◆ **WHAT YOU SHOULD DO**: Return only how many lines in the data include the string "setLineDash".

◆ **Collected data entries**:

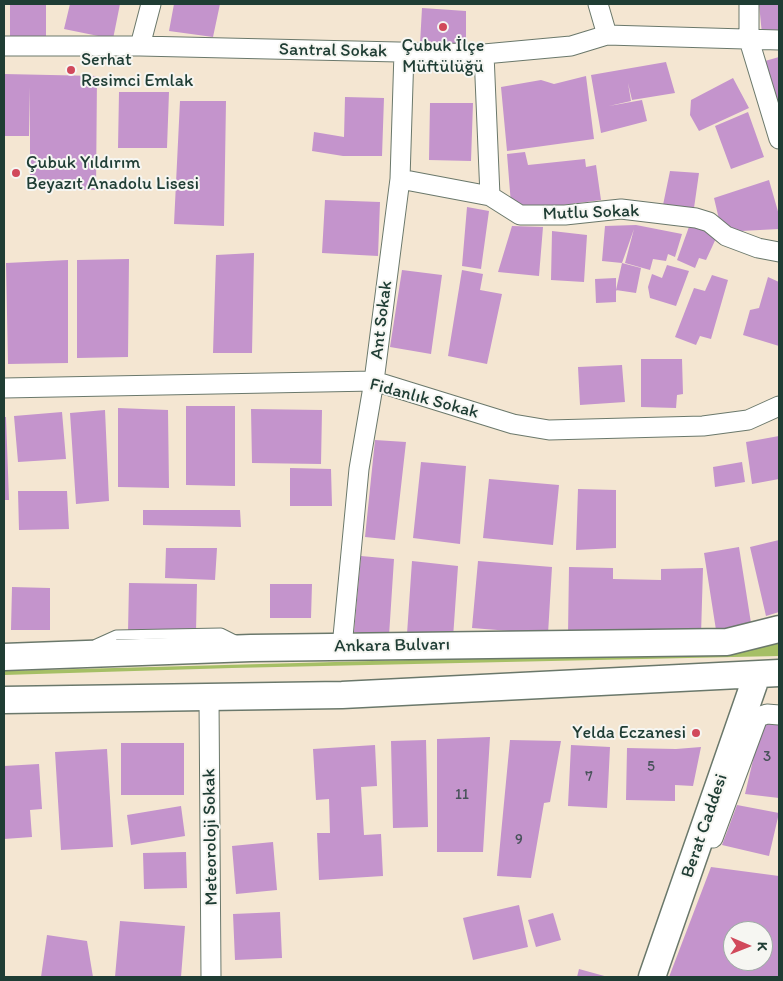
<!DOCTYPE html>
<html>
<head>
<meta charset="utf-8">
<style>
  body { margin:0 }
  #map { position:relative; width:783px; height:981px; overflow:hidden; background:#f4e6d2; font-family:Itim,sans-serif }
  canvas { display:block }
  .frame { position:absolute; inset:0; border:5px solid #1f3d34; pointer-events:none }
  .north { position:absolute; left:723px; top:921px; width:50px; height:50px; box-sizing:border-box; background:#f6f6f2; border:1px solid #a0aca6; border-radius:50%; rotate:91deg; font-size:14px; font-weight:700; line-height:20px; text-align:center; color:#1f3d34 }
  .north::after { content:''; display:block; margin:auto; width:18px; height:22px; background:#d1495b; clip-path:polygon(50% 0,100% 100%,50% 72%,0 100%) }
</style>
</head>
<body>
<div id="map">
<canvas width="783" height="981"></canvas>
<div class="frame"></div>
<div class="north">K</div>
</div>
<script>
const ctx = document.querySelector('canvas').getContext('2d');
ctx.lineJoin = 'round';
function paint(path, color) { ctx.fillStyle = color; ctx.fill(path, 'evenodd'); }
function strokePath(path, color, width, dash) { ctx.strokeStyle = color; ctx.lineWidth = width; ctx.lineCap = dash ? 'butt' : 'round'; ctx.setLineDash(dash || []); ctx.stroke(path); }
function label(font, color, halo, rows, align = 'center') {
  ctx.font = font + ' Itim,sans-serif'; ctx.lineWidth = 4; ctx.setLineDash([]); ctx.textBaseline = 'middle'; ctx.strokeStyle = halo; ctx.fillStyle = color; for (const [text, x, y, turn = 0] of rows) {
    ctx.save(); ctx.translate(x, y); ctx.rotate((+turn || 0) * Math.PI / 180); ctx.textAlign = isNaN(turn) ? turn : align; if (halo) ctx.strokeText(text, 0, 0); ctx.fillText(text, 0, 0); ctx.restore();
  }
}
const green = new Path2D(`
  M779,642v14l-547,12 -228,7v-4l699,-19z`);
const building = new Path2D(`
  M10,4h36v36h-36z
  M70,4h50l-7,35 -49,-10z
  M174,4h46l-7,33 -44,-6z
  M759,4h20v28l-17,2z
  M422,8l44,3v33h-46z
  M779,57v50l-14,-46z
  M666,62l9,31 -43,7 -4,-17 3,18 -22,5 33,-6 5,21 -46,12 -10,-58z
  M4,74l93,2 -1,114 -66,-1v-102l-1,49h-25z
  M586,76l8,63 -87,12 -6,-64 40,-7 13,4z
  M733,78l16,30 -50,23 -9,-16 1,-15z
  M119,92h50l-2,56h-49z
  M345,97l39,1 -2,58h-39l-31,-5 2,-19 30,5z
  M180,101h46l-2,125 -50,-2z
  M430,103h43l-2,58 -42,-1z
  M748,112l16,45 -33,12 -16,-43z
  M525,152l3,13 57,-6 1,8 10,-2 5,35 -68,9 -22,-5 -4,-50z
  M670,171l29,2 -5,35 -31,-3z
  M769,180l10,35v14l-57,3 -8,-34z
  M325,200l55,2 -2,54 -56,-3z
  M467,207l22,4 -8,58 -19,-3z
  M690,224l28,10 -12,26 -7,-2 -4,10 -18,-8z
  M636,225l46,9 -7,23 -7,-3 -2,7 -13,-2 -3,11 -25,-7 9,-34 -12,34 -20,-2 3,-35z
  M512,226l31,1 -4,49 -41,-4z
  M552,231l35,4 -3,47 -33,-2z
  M254,253l-2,100h-39l3,-98z
  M129,259l-1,98 -51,1v-98z
  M68,260v103l-60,1 -2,-101z
  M622,263l19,5 -5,25 -20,-3z
  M667,265l22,6 -13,35 -26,-8 -2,-11 4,-13 10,4z
  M402,270l40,5 -11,79 -41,-7z
  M462,270l21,4 -3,16 22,4 -15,70 -39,-8z
  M712,275l16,5 -17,59 -11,-3 -4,9 -21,-8 19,-49 11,3z
  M768,277l11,5v64l-36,-11 7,-25 9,-2z
  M616,278v24l-20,1 -1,-24z
  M641,359h41l1,35 -6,1 -1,13 -35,-1z
  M622,365l3,37 -45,3 -2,-38z
  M186,406h49v80l-49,-1z
  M118,408l50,2 1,78 -51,-1z
  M251,409l71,1 -1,54 -69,-1z
  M105,410l4,91 -33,3 -6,-91z
  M62,412l4,47 -48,3 -4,-46z
  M4,417h2l3,83h-5z
  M779,436v43l-27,5 -6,-42z
  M375,440l31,2 -11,98 -30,-3z
  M421,462l45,4 -6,78 -47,-6z
  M742,462l3,20 -30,5 -2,-20z
  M290,468l41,1 1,37h-42z
  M489,479l70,6 -6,60 -70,-7z
  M578,489l38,1v58l-40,2z
  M18,491h49l2,38 -50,1z
  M143,510h97l1,17 -98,-2z
  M779,540v72l-13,4 -16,-69z
  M739,547l12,76 -35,7 -12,-77z
  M166,548h51l-2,32 -50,-2z
  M361,556l33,3 -5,77 -35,-4z
  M412,561l46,5 -5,72 -46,-4z
  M478,561l74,6 -4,67 -76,-6z
  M569,567l44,1v11l48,1v-11l42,-1 -2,67 -133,-1z
  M129,583l68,1 -1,48h-68z
  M270,584h42l-1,34h-41z
  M12,587l38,1v42h-39z
  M763,718l16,2v78l-34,-4z
  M490,737l-7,115h-46v-113z
  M426,740l2,87 -35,1 -2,-87z
  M510,740l51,1 -11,61 -6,1 -13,75 -34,-2z
  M121,743h63v52h-63z
  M375,745l2,41 -16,1 3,48 17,-1 2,42 -64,4 -2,-47h13l-1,-34 -13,1 -3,-51z
  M571,745l39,2 -3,61 -39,-2z
  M701,747l-8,39 -18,-1v16l-49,-1 1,-52 49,1z
  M107,749l6,98 -52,3 -6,-98z
  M39,764l3,45 -12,1 2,27 -28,2v-73z
  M737,805l42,8 -10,43 -47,-11z
  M181,806l4,30 -54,9 -4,-30z
  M273,842l4,48 -41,4 -4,-48z
  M186,852l1,36 -43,1 -1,-36z
  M711,867l68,9v101h-110zM733,931h30v30h-30z
  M519,905l9,42 -55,13 -10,-42z
  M280,912l2,46 -47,2 -2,-46z
  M553,913l8,27 -25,7 -8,-27z
  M120,921l65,5 -4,51h-66z
  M47,935l40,6 6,36h-52z
  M579,969l29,8h-31z`);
const lane = new Path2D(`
  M96,644l20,-9 105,-2 14,7`);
const street = new Path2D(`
  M598,4l9,31
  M749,4v36l30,99
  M4,46h136l344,8 87,-8 36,-11 172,5
  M140,46l11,-42
  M484,54l6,142
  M400,179l90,17 30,19h45l56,-6 75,9 13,4 17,14 32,12 21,4
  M4,388l370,-7 139,43 36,6 154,-4 45,-6 31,-14
  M342,647l17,-178 15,-88 26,-202 4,-127
  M209,698l2,279
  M713,838l45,-121 9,-3 12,1`);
const secondary = new Path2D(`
  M4,657l247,-9 476,-6 52,-13
  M4,700l338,-5 437,-22
  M652,977l105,-302`);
const markers = [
  [443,27,5,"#d1495b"],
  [71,70,5,"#d1495b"],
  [16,173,5,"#d1495b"],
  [696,733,5,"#d1495b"]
];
const numberNames = [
  ["3",767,757],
  ["5",651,767],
  ["7",589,777],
  ["11",462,795],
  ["9",519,840]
];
const poiNames = [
  ["Çubuk İlçe",443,46,"center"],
  ["Müftülüğü",443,67,"center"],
  ["Serhat",81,60],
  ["Resimci Emlak",81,81],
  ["Çubuk Yıldırım",26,163],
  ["Beyazıt Anadolu Lisesi",26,184],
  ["Yelda Eczanesi",686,733,"right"]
];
const streetNames = [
  ["Santral Sokak",333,51,1],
  ["Mutlu Sokak",591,213,-2],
  ["Ant Sokak",382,320,-83],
  ["Fidanlık Sokak",424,399,15],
  ["Ankara Bulvarı",392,646,-1],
  ["Berat Caddesi",705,826,-71],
  ["Meteoroloji Sokak",211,837,-91]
];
paint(green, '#a5bf65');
paint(building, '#c494cc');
strokePath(lane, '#6a786b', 11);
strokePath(street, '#6a786b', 21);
strokePath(secondary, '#6a786b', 29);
strokePath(lane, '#fff', 9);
strokePath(street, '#fff', 19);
strokePath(secondary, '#fff', 26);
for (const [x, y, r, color] of markers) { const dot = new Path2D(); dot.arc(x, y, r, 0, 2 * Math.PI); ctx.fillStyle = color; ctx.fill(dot); strokePath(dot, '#f6f6f2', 2); }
label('15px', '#48535a', null, numberNames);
label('18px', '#1f3d34', '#f6f6f2', poiNames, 'left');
label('18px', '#1f3d34', '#f6f6f2', streetNames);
</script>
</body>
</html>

◆ **TASK RESPONSE**: 2